--- Task to carry out ---
A verbatim copy of all the data is required; the pictures should not appear in it.

##### Data excerpts

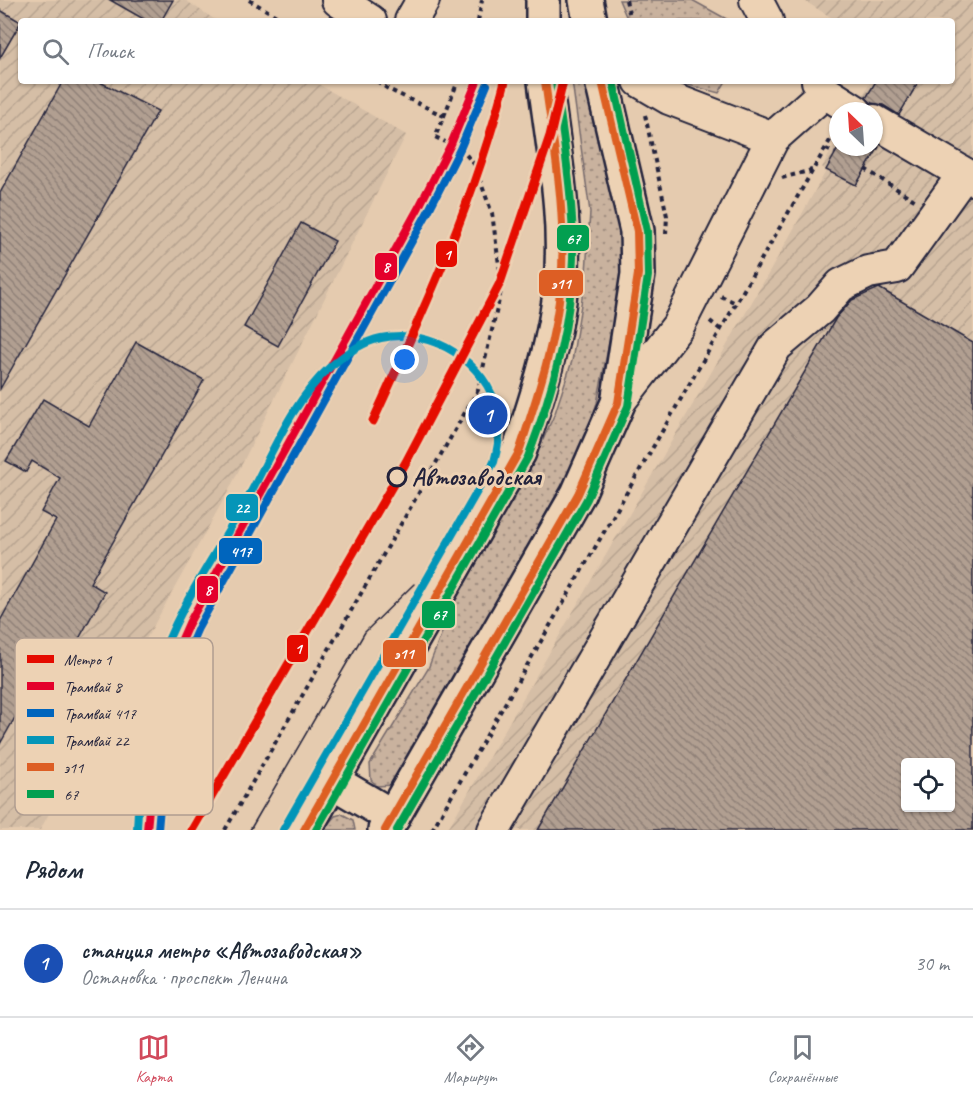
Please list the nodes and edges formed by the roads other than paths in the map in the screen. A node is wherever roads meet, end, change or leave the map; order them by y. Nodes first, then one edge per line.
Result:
1 (338, 0) edge
2 (423, 0) edge
3 (543, 0) edge
4 (586, 0) edge
5 (756, 0) edge
6 (365, 18) edge
7 (413, 18) edge
8 (543, 18) edge
9 (589, 18) edge
10 (766, 18) edge
11 (545, 84) edge
12 (603, 84) edge
13 (645, 84) edge
14 (821, 87) edge
15 (842, 102) edge
16 (883, 126) edge
17 (773, 138) junction
18 (969, 176) edge
19 (618, 403) junction
20 (332, 781) junction
21 (389, 823) edge
22 (304, 830) edge
23 (494, 830) edge

1 - 6 street
2 - 7 street
3 - 8 main road
4 - 9 main road
5 - 10 street
11 - 20 main road
12 - 19 main road
13 - 17 street
14 - 15 street
14 - 17 street
16 - 18 street
17 - 19 street
18 - 23 street
19 - 21 main road
20 - 21 main road
20 - 22 main road

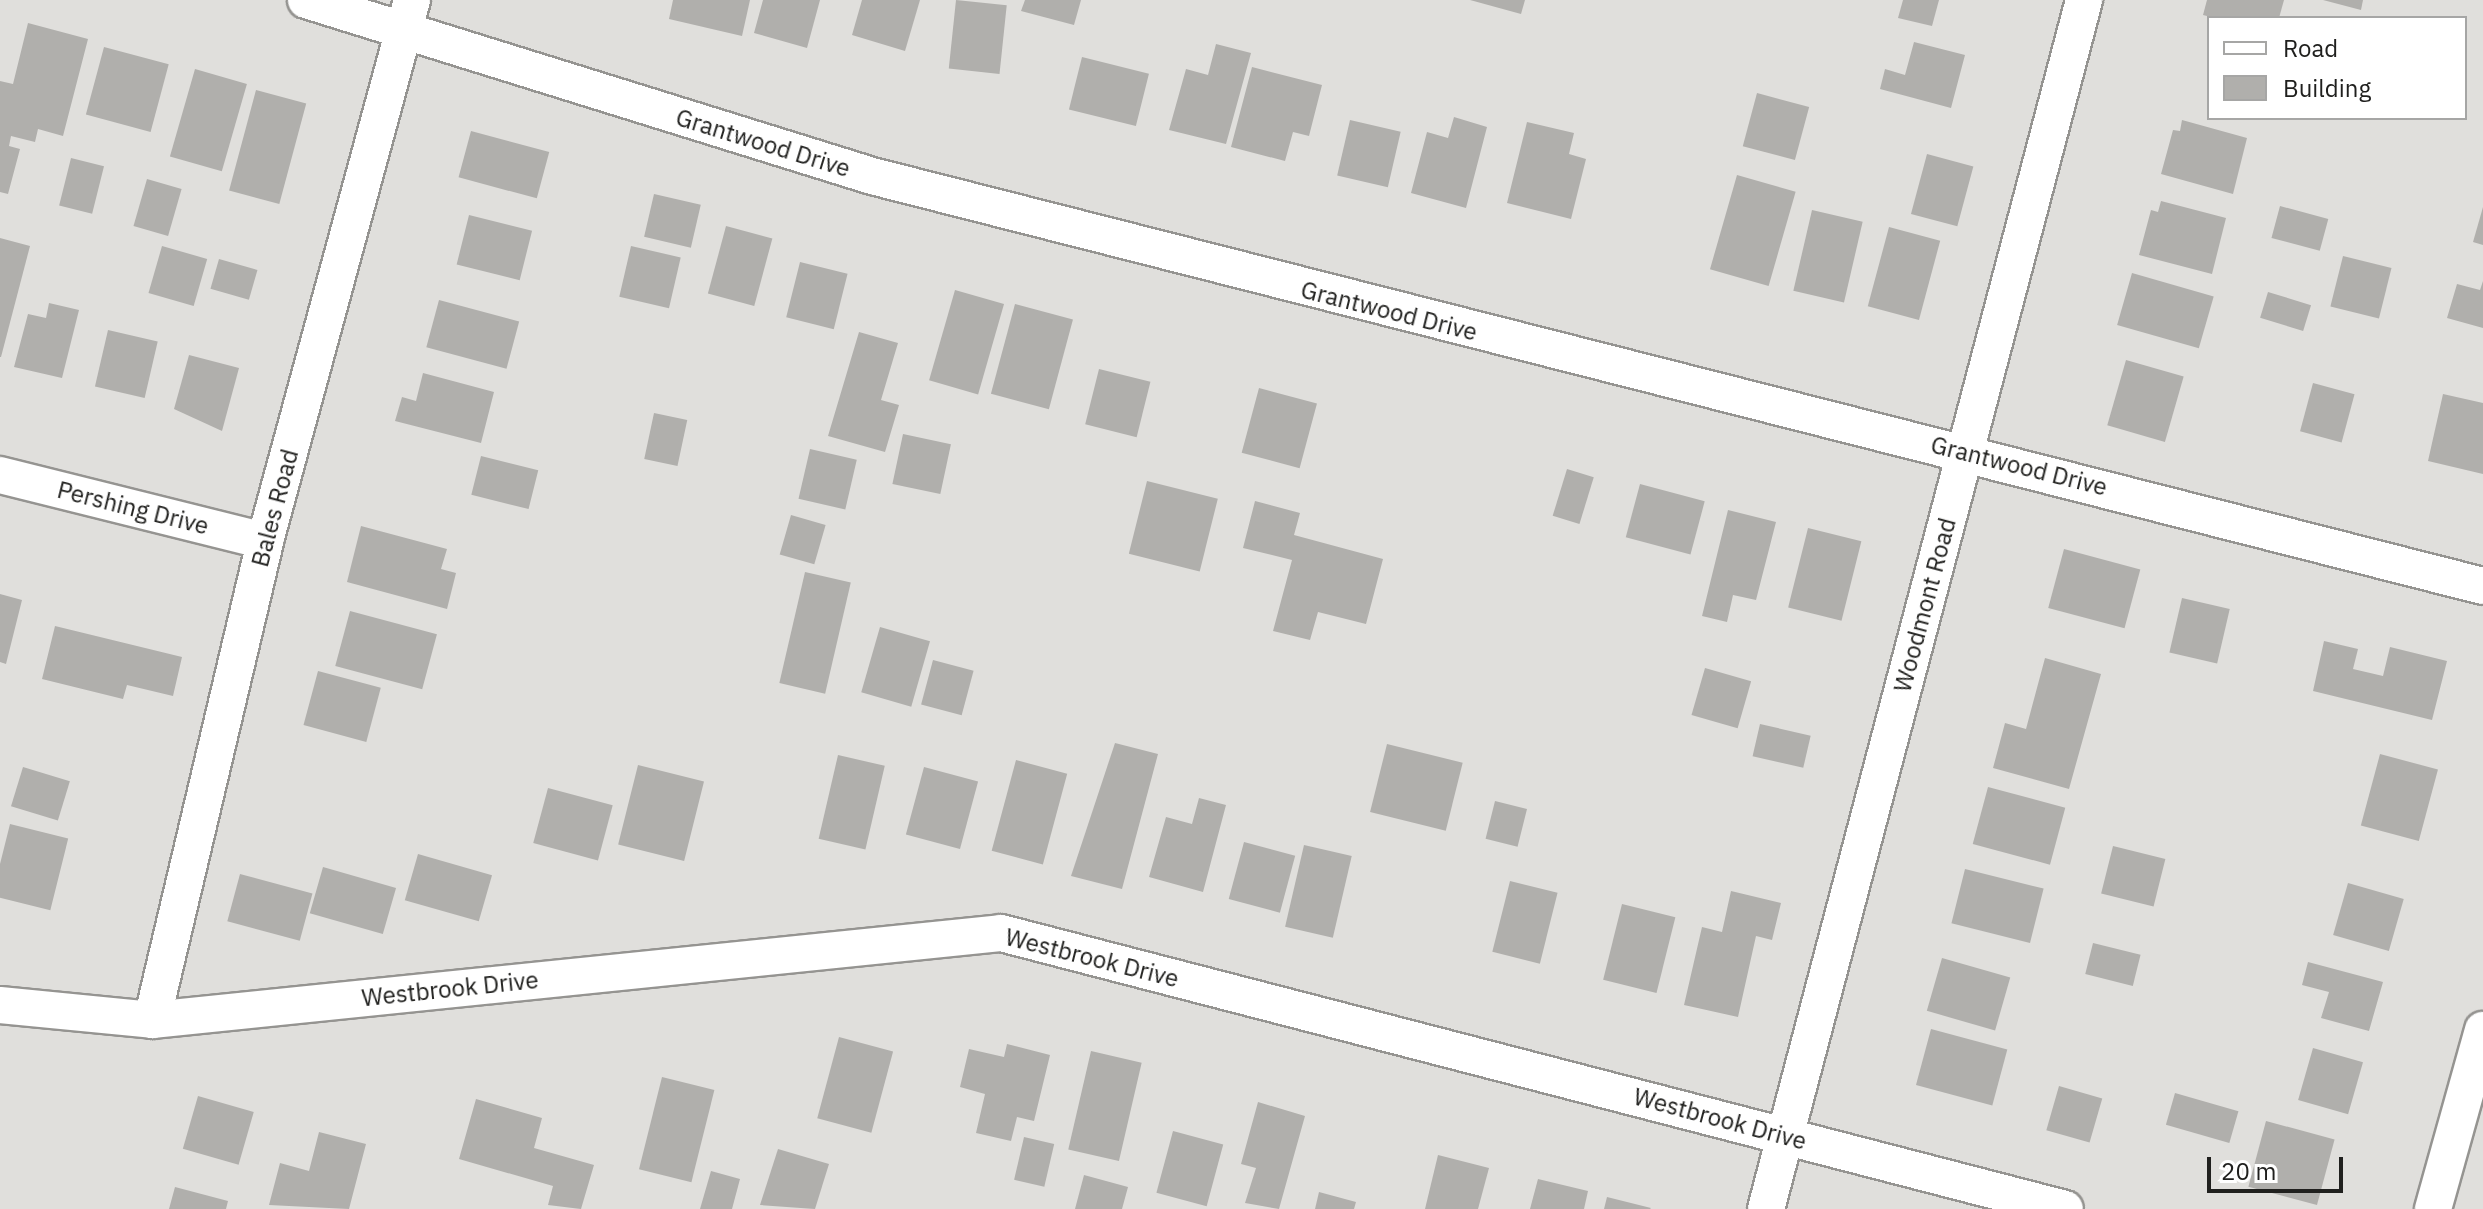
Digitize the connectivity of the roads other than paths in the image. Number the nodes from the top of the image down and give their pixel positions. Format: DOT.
graph roads {
  1 [pos="306,0"];
  2 [pos="2084,0"];
  3 [pos="408,13"];
  4 [pos="1966,451"];
  5 [pos="0,475"];
  6 [pos="265,541"];
  7 [pos="2483,586"];
  8 [pos="0,1005"];
  9 [pos="152,1020"];
  10 [pos="2483,1030"];
  11 [pos="1785,1136"];
  12 [pos="1766,1209"];
  13 [pos="2065,1209"];
  14 [pos="2433,1209"];
  1 -- 3 [label="street, Grantwood Drive"];
  2 -- 4 [label="street, Woodmont Road"];
  3 -- 4 [label="street, Grantwood Drive"];
  3 -- 6 [label="street, Bales Road"];
  4 -- 7 [label="street, Grantwood Drive"];
  4 -- 11 [label="street, Woodmont Road"];
  5 -- 6 [label="street, Pershing Drive"];
  6 -- 9 [label="street, Bales Road"];
  8 -- 9 [label="street, Westbrook Drive"];
  9 -- 11 [label="street, Westbrook Drive"];
  10 -- 14 [label="street"];
  11 -- 12 [label="street, Woodmont Road"];
  11 -- 13 [label="street, Westbrook Drive"];
}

##########

--- Written solution ---
Please list the nodes and edges formed by the roads other than paths in the map in the screen. A node is wherever roads meet, end, change or leave the map; order them by y. Nodes first, then one edge per line.
Result:
1 (338, 0) edge
2 (423, 0) edge
3 (543, 0) edge
4 (586, 0) edge
5 (756, 0) edge
6 (365, 18) edge
7 (413, 18) edge
8 (543, 18) edge
9 (589, 18) edge
10 (766, 18) edge
11 (545, 84) edge
12 (603, 84) edge
13 (645, 84) edge
14 (821, 87) edge
15 (842, 102) edge
16 (883, 126) edge
17 (773, 138) junction
18 (969, 176) edge
19 (618, 403) junction
20 (332, 781) junction
21 (389, 823) edge
22 (304, 830) edge
23 (494, 830) edge

1 - 6 street
2 - 7 street
3 - 8 main road
4 - 9 main road
5 - 10 street
11 - 20 main road
12 - 19 main road
13 - 17 street
14 - 15 street
14 - 17 street
16 - 18 street
17 - 19 street
18 - 23 street
19 - 21 main road
20 - 21 main road
20 - 22 main road

Digitize the connectivity of the roads other than paths in the image. Number the nodes from the top of the image down and give their pixel positions. Format: DOT.
graph roads {
  1 [pos="306,0"];
  2 [pos="2084,0"];
  3 [pos="408,13"];
  4 [pos="1966,451"];
  5 [pos="0,475"];
  6 [pos="265,541"];
  7 [pos="2483,586"];
  8 [pos="0,1005"];
  9 [pos="152,1020"];
  10 [pos="2483,1030"];
  11 [pos="1785,1136"];
  12 [pos="1766,1209"];
  13 [pos="2065,1209"];
  14 [pos="2433,1209"];
  1 -- 3 [label="street, Grantwood Drive"];
  2 -- 4 [label="street, Woodmont Road"];
  3 -- 4 [label="street, Grantwood Drive"];
  3 -- 6 [label="street, Bales Road"];
  4 -- 7 [label="street, Grantwood Drive"];
  4 -- 11 [label="street, Woodmont Road"];
  5 -- 6 [label="street, Pershing Drive"];
  6 -- 9 [label="street, Bales Road"];
  8 -- 9 [label="street, Westbrook Drive"];
  9 -- 11 [label="street, Westbrook Drive"];
  10 -- 14 [label="street"];
  11 -- 12 [label="street, Woodmont Road"];
  11 -- 13 [label="street, Westbrook Drive"];
}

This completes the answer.